Post-Quantification Workflows

March 28, 2026 · View on GitHub

Step 1: Build the Analysis Database (majec_build_db)

Consolidate output files from one or more pipeline runs into a single, queryable SQLite database. This becomes the input for all downstream tools.

majec_build_db \
    --run_manifests chunk1_run_manifest.json chunk2_run_manifest.json \
    --metadata_file sample_metadata.tsv \
    --output_db my_project.db \
    --force
FlagDescription
--run_manifestsOne or more _run_manifest.json files from majec_run_pipeline. Automatically merged and validated.
--metadata_fileTab-separated sample metadata (recommended).
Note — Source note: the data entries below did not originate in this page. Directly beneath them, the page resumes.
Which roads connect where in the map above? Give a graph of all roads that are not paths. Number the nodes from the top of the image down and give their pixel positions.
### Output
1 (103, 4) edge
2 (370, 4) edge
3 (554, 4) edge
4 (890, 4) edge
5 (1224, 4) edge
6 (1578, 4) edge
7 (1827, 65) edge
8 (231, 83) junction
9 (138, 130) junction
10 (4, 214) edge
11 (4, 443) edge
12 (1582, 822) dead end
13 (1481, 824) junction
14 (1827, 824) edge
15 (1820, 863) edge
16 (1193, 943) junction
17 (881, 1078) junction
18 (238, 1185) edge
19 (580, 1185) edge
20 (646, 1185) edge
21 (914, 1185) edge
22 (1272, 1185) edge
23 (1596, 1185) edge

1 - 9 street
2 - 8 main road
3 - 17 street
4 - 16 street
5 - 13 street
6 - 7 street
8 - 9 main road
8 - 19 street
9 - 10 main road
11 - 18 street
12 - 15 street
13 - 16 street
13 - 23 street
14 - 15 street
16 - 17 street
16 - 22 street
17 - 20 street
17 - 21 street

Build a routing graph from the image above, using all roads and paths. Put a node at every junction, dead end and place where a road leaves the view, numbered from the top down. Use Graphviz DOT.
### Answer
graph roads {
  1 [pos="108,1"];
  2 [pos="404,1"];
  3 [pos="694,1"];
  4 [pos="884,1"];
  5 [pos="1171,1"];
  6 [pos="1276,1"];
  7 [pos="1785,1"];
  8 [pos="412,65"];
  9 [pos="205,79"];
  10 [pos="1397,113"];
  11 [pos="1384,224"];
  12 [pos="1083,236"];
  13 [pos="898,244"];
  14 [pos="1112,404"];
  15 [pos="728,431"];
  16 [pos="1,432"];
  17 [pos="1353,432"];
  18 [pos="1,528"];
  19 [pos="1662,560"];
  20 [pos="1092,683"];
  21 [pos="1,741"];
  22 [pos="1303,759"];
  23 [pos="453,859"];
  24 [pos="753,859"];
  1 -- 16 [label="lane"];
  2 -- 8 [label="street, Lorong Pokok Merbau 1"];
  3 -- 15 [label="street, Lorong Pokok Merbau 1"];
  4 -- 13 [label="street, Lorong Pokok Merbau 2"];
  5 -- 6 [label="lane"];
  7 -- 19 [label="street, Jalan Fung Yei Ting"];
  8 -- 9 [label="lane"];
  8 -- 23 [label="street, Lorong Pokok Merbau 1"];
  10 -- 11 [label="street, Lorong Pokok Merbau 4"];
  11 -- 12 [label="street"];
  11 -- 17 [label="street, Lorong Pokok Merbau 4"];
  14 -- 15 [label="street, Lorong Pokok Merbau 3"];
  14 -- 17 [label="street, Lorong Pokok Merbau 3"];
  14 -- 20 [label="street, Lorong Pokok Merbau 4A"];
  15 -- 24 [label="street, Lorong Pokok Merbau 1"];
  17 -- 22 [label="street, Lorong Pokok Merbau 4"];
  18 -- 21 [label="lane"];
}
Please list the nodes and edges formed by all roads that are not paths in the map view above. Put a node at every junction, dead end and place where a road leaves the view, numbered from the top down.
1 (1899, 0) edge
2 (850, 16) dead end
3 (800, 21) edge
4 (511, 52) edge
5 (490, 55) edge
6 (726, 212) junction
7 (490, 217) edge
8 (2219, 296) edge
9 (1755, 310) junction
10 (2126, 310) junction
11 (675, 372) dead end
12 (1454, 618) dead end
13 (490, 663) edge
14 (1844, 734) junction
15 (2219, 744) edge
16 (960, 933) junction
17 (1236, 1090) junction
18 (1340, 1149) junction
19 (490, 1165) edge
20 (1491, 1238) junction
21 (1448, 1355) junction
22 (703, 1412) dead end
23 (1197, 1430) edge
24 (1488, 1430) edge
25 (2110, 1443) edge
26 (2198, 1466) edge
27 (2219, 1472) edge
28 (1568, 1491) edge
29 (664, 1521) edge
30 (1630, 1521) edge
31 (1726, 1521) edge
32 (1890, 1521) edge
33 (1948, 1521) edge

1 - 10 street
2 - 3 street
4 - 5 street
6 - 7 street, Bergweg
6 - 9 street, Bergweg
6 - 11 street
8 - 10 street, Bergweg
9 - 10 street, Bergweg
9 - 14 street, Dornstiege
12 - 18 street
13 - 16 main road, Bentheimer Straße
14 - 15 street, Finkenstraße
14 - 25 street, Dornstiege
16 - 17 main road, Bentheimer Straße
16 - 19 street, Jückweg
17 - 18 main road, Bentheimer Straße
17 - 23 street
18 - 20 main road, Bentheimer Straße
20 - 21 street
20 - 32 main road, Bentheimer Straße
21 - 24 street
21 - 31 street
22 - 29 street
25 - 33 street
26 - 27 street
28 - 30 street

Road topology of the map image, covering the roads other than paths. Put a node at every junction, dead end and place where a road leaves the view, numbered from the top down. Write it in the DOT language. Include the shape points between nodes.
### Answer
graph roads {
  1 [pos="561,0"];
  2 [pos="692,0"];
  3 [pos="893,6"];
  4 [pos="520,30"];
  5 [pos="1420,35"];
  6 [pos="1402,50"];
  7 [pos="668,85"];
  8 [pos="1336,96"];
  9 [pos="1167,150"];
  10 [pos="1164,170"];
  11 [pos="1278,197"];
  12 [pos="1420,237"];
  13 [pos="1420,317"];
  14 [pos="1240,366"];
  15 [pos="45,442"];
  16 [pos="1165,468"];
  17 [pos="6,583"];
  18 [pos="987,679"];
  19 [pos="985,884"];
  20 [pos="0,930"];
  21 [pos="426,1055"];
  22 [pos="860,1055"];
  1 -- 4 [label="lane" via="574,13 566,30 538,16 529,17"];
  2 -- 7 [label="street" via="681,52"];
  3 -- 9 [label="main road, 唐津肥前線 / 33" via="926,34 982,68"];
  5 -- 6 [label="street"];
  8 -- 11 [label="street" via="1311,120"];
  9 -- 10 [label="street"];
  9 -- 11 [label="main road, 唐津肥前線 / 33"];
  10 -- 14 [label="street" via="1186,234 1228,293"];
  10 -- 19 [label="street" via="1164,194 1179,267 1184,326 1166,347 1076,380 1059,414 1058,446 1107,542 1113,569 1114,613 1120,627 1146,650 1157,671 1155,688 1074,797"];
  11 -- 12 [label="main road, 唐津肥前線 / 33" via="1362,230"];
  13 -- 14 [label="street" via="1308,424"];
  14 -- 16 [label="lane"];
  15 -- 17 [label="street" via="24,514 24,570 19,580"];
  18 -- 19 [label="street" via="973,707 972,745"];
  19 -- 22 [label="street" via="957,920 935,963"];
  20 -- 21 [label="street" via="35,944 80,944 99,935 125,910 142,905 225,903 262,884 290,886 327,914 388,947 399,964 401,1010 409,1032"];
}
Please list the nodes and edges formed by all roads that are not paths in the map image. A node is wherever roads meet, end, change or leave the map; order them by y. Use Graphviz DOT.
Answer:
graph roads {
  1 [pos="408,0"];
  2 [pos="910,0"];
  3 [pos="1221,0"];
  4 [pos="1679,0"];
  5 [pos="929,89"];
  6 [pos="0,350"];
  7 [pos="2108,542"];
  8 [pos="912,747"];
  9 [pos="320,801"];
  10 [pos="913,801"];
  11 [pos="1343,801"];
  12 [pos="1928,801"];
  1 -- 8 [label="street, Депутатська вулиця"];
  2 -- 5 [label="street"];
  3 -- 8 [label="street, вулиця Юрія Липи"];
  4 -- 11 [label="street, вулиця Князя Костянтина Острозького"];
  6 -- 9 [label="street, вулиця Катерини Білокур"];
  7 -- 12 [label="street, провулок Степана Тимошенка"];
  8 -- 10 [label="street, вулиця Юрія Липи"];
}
Enables downstream statistical comparisons.
--output_dbPath for the SQLite database file.
--forceOverwrite an existing database.

Metadata File Format

#experimental_variables: treatment, cell_line
#id_variables: sample_id, rep
sample_id	cell_line	treatment	rep	batch
MCF7_Control_R1	MCF7	Control	1	Day1
MCF7_DrugA_R1	MCF7	DrugA	1	Day1
  • Header lines starting with # define variable types for downstream tools.
  • experimental_variables: factors for comparison (e.g., in DESeq2).
  • id_variables: sample identifiers and replicates.
  • sample_id must match sample names from the pipeline run.
  • Include batch columns if applicable — enables batch correction via --batch_column in majec_prepare_deseq2.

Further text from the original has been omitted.